I am not a fan of premature optimization, either for space or for time, until I see how an app runs in the wild. I do want the app, though, to not waste resources. Using needless RAM because I have not done a memory optimization pass is one thing. Leaking RAM, so my app continually gobbles more without any benefit feels more egregious somehow.

ScottEllsworth


I believe that what I have are RetainCycles – which means that MallocDebug isn’t picking it up as a memory leak. The number of objects in the autorelease pool however, is far too numerous to see if any of them will leak even after the pool releases each occurrence of every object. Are there other tools out there that would catch something in memory if it isn’t referenced by anything in the stack? Does “leaks” do that kind of thing at all?


Well, the leaks man page claims it has a modes that can detect cycles by running leaks -cycles, but since I’ve never used leaks, I can’t vouch how well it works. – Bo


leaks isn’t showing my anything, except three leaks in the AppKit, which I couldn’t care less about (Apple likes to “leak” (reuse) it’s save and open panels). What are general cycle leak hunting techniques?

At the very least, is it possible to get all the objects in memory at one point, and then all the objects in memory at another point. In my case, any overlap would signify a memory leak. Is there someway I could do that?


The command line tool ‘heap’ does what you’re asking, but it sounds like you should give ObjectAlloc a try first. You can set it up to record every allocation/retain/release/free of any object and look at the history of both current and freed objects. When I’m having a problem, that’s usually enough that I can figure out where to look. My method is pretty much:

*Launch it and find my classes. *Do something that I think should make one or more of them get freed. *If it didn’t, use the instance browser and look at the retain/release history to see if it’s an extra retain or a missing release. Since it gives stack traces of each alloc/retain/release, you can just step through them to see if it’s being balanced properly. *If it does, then repeat with the ‘downstream’ classes.

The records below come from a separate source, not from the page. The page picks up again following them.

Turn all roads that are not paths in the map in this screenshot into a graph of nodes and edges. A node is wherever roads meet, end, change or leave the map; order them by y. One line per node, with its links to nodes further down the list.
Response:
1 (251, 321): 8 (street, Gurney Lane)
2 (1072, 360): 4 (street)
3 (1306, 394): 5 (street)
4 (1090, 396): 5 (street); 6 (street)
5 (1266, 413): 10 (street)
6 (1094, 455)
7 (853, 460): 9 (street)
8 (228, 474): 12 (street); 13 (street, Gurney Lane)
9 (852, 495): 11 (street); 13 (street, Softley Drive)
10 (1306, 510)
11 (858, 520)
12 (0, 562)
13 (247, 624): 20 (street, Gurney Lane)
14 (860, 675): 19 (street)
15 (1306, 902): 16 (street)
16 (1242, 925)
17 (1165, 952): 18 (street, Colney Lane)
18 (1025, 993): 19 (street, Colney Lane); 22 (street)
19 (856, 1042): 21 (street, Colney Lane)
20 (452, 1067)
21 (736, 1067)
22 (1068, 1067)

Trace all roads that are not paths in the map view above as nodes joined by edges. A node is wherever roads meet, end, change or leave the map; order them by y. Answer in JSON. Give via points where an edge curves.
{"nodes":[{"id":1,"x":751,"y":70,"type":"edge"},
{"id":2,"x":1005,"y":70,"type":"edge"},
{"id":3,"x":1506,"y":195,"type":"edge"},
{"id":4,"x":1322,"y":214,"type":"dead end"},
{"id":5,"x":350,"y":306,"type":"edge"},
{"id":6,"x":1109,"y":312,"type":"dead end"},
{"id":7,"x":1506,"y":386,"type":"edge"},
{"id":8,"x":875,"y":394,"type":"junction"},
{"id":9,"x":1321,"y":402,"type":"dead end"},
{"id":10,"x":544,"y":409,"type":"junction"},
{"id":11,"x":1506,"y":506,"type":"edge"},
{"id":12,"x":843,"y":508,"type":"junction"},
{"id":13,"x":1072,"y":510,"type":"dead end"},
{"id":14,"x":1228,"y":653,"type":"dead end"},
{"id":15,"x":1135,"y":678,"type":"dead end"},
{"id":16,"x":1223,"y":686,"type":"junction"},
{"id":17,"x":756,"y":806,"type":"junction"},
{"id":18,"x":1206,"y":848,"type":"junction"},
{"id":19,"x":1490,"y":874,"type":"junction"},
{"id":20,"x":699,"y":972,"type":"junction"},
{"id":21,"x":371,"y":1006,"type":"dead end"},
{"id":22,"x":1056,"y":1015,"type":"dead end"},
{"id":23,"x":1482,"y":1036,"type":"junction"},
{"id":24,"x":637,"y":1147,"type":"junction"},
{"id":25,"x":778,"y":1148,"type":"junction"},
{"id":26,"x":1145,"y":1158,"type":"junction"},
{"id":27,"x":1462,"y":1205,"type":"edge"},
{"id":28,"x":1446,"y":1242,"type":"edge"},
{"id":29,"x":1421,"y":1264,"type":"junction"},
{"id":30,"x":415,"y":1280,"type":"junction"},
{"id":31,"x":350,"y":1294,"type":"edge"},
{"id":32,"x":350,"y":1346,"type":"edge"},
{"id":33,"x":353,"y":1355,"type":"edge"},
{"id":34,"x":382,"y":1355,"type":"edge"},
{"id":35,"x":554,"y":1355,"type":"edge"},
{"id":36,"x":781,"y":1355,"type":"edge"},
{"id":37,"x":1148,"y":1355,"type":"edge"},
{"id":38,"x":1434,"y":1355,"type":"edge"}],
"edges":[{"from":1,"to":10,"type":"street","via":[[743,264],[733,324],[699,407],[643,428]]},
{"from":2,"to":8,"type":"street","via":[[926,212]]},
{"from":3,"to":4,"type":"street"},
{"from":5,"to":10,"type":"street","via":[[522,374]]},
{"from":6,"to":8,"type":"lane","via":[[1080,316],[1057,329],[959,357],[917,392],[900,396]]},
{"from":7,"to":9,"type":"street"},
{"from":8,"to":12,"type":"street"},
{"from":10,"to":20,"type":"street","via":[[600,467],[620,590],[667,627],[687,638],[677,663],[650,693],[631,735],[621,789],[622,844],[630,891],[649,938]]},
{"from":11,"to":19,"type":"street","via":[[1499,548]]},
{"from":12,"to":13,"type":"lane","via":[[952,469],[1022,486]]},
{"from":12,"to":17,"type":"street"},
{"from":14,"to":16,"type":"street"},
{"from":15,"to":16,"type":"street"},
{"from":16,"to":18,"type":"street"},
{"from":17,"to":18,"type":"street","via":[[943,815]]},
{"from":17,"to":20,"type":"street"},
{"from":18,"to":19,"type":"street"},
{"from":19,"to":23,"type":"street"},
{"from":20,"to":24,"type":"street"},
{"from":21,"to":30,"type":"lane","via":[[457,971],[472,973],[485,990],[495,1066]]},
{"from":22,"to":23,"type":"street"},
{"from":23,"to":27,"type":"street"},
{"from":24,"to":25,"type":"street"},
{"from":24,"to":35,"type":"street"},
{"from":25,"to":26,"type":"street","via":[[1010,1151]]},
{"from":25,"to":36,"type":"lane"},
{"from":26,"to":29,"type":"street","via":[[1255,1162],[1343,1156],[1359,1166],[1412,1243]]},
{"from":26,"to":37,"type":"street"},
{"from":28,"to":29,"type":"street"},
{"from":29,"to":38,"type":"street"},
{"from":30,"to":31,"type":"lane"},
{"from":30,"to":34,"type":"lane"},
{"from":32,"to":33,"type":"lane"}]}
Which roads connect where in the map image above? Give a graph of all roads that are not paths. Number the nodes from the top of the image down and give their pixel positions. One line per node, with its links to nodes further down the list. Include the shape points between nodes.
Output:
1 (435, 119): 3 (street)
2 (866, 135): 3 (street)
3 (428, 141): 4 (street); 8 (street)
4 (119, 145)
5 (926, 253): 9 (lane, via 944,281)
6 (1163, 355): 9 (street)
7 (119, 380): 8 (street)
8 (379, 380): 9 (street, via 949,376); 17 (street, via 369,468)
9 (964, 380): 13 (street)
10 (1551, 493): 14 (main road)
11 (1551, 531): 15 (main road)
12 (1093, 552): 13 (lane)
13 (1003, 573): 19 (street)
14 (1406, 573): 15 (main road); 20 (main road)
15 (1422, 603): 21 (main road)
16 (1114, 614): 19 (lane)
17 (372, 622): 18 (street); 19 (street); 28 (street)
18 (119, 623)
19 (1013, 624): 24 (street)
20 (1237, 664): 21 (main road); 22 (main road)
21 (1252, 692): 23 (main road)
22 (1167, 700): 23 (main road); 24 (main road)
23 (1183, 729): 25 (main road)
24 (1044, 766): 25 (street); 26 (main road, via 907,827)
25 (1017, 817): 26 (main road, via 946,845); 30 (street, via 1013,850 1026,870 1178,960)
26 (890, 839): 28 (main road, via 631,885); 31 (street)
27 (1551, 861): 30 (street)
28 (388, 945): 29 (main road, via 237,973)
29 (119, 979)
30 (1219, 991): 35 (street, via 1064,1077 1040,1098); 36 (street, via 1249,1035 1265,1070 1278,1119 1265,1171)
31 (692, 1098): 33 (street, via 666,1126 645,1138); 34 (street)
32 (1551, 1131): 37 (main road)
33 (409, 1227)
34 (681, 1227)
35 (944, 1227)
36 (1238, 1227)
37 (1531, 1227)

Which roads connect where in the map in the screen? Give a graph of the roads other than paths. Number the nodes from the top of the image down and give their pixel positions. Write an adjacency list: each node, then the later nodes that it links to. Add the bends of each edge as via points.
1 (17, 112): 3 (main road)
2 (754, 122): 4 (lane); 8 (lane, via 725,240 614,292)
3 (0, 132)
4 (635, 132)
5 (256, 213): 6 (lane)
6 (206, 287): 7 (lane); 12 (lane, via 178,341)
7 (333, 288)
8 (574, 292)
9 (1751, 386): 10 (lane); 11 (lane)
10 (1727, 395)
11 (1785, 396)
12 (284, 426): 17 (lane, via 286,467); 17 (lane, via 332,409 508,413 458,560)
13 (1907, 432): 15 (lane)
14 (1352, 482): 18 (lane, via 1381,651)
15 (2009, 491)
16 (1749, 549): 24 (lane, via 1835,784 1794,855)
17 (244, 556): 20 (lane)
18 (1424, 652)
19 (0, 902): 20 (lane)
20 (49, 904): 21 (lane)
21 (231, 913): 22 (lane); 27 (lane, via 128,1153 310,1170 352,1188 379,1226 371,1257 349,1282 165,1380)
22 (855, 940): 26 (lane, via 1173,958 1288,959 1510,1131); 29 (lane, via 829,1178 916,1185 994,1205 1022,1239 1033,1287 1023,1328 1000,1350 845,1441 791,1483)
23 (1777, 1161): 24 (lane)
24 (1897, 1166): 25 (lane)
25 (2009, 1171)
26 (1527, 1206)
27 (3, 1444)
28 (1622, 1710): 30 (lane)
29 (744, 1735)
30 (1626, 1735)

If you used that, you should be able to figure out what classes aren’t being freed, which will point you in the right direction at least. And being able to see the retain/release history will help you see what object is retaining but not releasing. – Bo


What are General Blocks (and why am I allocating so many of them? And what do the number next to them mean? -32, 16, 144)


General blocks are blocks that do not refer to either ObjC or CoreFoundation objects, i.e. that are malloc’ed directly. The number after the dash is the size of the block in bytes, and they are grouped by size. – Bo


How accurate is leaks? I’m on 10.4.7 on Intel, and I’m seeing a lot of ostensible leaks that don’t look very plausible to me. The output seems to be very variable as well.

Do I need to worry about everything it reports, or are there some false positives in there?


In theory, both false positives and false negatives are possible. In practice, false positives are very rare unless you’re running evil code (and Apple’s code doesn’t seem to be evil).

Have you turned on MallocStackLogging? Maybe these really are leaks. Post a sample if you’re not sure.